▸ Task directions:
Repeat the data that follows in full. Do not include the pictures.

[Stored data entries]
*-*-*

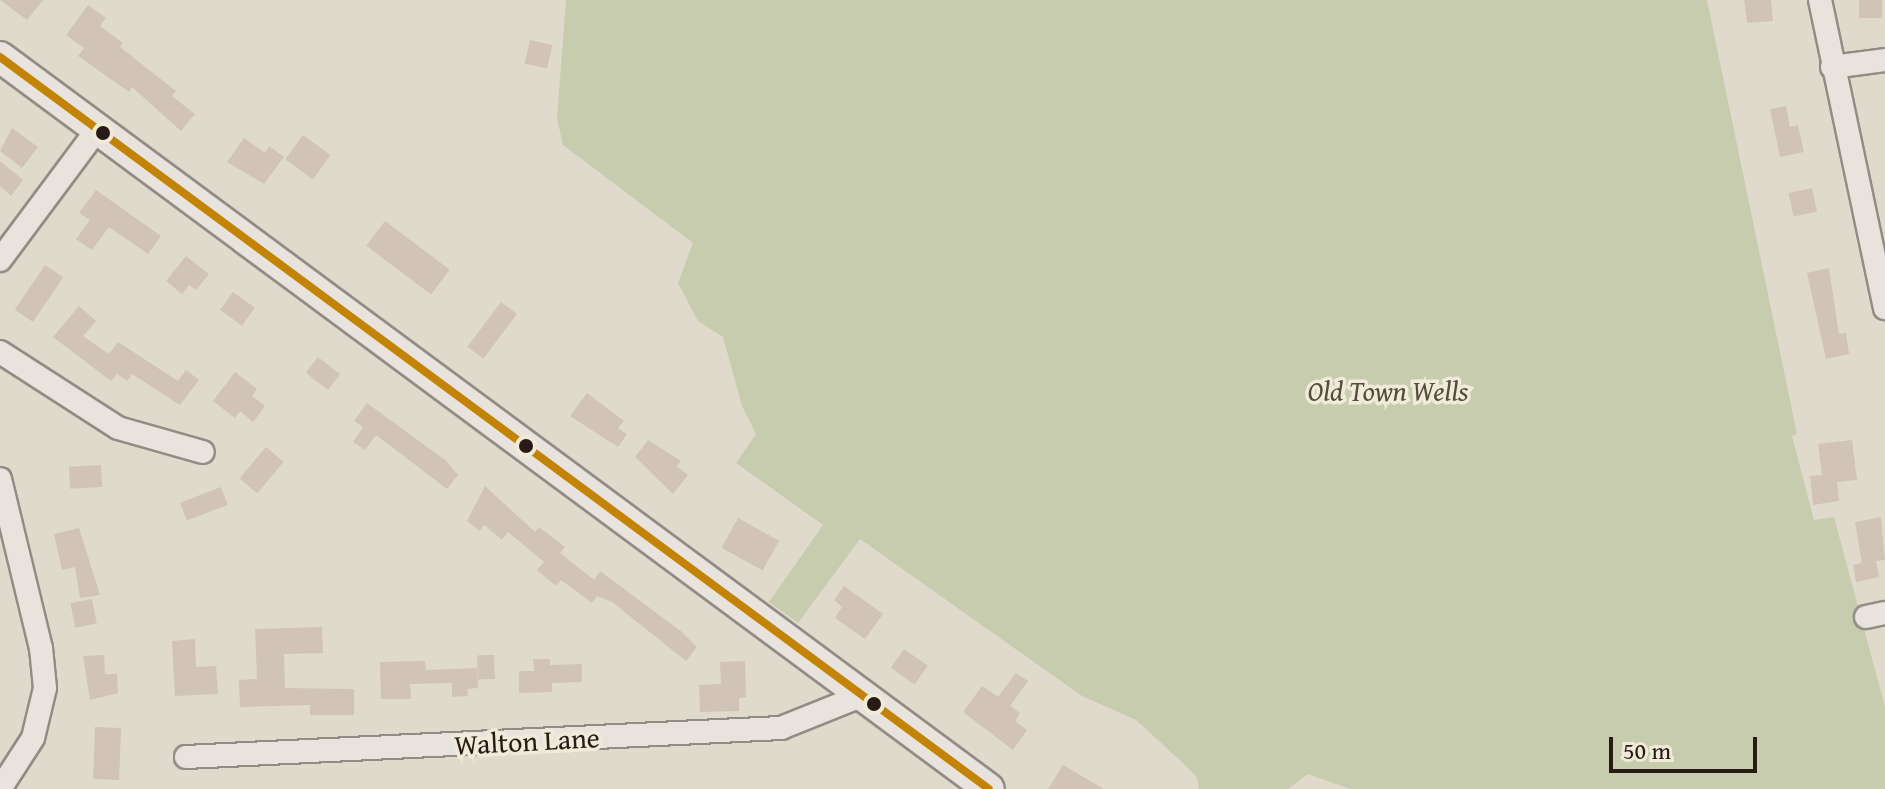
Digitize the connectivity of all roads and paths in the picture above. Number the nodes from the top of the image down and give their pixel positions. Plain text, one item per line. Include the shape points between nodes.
1 (1820, 0) edge
2 (0, 57) edge
3 (1885, 60) edge
4 (1832, 67) junction
5 (97, 130) junction
6 (0, 260) edge
7 (1885, 308) edge
8 (0, 352) edge
9 (203, 452) dead end
10 (0, 479) edge
11 (861, 696) junction
12 (186, 757) dead end
13 (0, 789) edge
14 (989, 789) edge

1 - 4 street
2 - 5 main road
3 - 4 street
4 - 7 street
5 - 6 street
5 - 11 main road
8 - 9 street via 118,428
10 - 13 street via 41,648 45,688 33,738
11 - 12 street, Walton Lane via 781,728
11 - 14 main road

*-*-*

▸ Written solution:
Digitize the connectivity of all roads and paths in the picture above. Number the nodes from the top of the image down and give their pixel positions. Plain text, one item per line. Include the shape points between nodes.
1 (1820, 0) edge
2 (0, 57) edge
3 (1885, 60) edge
4 (1832, 67) junction
5 (97, 130) junction
6 (0, 260) edge
7 (1885, 308) edge
8 (0, 352) edge
9 (203, 452) dead end
10 (0, 479) edge
11 (861, 696) junction
12 (186, 757) dead end
13 (0, 789) edge
14 (989, 789) edge

1 - 4 street
2 - 5 main road
3 - 4 street
4 - 7 street
5 - 6 street
5 - 11 main road
8 - 9 street via 118,428
10 - 13 street via 41,648 45,688 33,738
11 - 12 street, Walton Lane via 781,728
11 - 14 main road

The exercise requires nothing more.